#### What to produce
With the string "dead" as the filter, copy each matching line from the records.

#### Records supplied
- - -
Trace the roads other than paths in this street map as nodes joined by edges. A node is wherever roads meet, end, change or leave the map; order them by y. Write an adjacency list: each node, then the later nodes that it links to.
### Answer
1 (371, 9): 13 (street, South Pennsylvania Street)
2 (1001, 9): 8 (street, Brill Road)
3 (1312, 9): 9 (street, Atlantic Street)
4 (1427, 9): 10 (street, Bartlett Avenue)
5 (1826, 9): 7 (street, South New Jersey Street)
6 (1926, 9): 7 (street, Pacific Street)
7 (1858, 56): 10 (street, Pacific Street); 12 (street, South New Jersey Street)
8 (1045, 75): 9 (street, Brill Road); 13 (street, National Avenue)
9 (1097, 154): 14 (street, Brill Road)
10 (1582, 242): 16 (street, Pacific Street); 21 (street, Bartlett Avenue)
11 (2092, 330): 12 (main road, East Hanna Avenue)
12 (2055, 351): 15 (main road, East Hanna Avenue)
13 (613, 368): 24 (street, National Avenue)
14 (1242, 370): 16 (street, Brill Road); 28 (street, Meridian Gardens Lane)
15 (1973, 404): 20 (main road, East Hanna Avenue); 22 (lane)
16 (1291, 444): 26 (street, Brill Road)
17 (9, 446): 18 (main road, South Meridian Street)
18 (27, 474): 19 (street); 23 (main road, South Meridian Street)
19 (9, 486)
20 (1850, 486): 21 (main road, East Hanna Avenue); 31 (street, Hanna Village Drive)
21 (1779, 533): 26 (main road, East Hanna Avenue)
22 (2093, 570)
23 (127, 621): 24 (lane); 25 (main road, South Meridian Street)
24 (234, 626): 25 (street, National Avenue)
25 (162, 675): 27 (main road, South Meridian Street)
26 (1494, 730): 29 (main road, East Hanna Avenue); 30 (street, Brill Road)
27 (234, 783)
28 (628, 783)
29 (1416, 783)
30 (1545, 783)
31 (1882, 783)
- - -
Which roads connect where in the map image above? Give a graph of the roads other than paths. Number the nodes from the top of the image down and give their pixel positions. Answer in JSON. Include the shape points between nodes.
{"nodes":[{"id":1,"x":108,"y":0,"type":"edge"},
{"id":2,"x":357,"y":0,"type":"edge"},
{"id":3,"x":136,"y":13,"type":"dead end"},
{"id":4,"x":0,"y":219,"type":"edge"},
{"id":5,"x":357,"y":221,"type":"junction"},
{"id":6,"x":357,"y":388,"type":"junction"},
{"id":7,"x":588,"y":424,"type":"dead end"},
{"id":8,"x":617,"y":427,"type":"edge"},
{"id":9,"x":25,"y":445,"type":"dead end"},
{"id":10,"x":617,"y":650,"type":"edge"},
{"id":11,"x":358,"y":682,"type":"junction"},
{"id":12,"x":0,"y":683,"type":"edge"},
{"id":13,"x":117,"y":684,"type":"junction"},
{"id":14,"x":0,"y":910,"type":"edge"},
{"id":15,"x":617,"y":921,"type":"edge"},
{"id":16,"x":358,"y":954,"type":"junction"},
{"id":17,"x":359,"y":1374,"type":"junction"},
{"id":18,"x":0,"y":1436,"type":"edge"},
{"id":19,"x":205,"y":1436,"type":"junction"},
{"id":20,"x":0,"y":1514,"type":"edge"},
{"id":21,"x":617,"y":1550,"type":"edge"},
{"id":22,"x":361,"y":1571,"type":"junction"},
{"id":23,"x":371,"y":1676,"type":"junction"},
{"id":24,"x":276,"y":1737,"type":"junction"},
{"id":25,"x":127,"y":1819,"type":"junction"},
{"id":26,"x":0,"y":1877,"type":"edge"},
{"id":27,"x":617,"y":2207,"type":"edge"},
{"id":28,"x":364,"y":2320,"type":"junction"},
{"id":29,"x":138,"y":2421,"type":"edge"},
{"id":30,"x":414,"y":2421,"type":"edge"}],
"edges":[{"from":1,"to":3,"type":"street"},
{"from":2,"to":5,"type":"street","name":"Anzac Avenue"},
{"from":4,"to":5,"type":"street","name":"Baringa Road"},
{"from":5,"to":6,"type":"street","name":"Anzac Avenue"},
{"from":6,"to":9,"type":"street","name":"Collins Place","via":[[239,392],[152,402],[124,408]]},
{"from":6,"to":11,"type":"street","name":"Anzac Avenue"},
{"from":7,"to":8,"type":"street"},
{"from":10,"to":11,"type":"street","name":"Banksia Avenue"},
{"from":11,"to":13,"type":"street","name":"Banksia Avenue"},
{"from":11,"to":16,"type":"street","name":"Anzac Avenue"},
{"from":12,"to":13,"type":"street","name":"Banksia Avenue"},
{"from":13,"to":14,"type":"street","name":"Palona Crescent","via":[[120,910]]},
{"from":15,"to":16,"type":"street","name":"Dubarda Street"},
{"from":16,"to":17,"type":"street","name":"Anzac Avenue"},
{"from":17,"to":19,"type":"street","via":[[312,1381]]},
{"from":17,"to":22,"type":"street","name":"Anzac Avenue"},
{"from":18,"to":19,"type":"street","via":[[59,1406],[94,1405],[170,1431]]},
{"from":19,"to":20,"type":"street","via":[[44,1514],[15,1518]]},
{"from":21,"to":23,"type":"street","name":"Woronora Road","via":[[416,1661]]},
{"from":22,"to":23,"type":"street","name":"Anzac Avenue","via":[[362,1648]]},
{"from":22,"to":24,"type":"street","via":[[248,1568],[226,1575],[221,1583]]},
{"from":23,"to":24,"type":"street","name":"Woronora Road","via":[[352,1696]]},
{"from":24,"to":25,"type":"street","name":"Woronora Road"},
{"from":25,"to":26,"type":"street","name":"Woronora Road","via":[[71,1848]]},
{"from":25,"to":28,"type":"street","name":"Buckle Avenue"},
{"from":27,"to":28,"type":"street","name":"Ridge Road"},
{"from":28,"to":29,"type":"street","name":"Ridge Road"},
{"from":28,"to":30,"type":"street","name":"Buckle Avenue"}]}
- - -
#### Solution for this problem
{"id":3,"x":136,"y":13,"type":"dead end"},
{"id":7,"x":588,"y":424,"type":"dead end"},
{"id":9,"x":25,"y":445,"type":"dead end"},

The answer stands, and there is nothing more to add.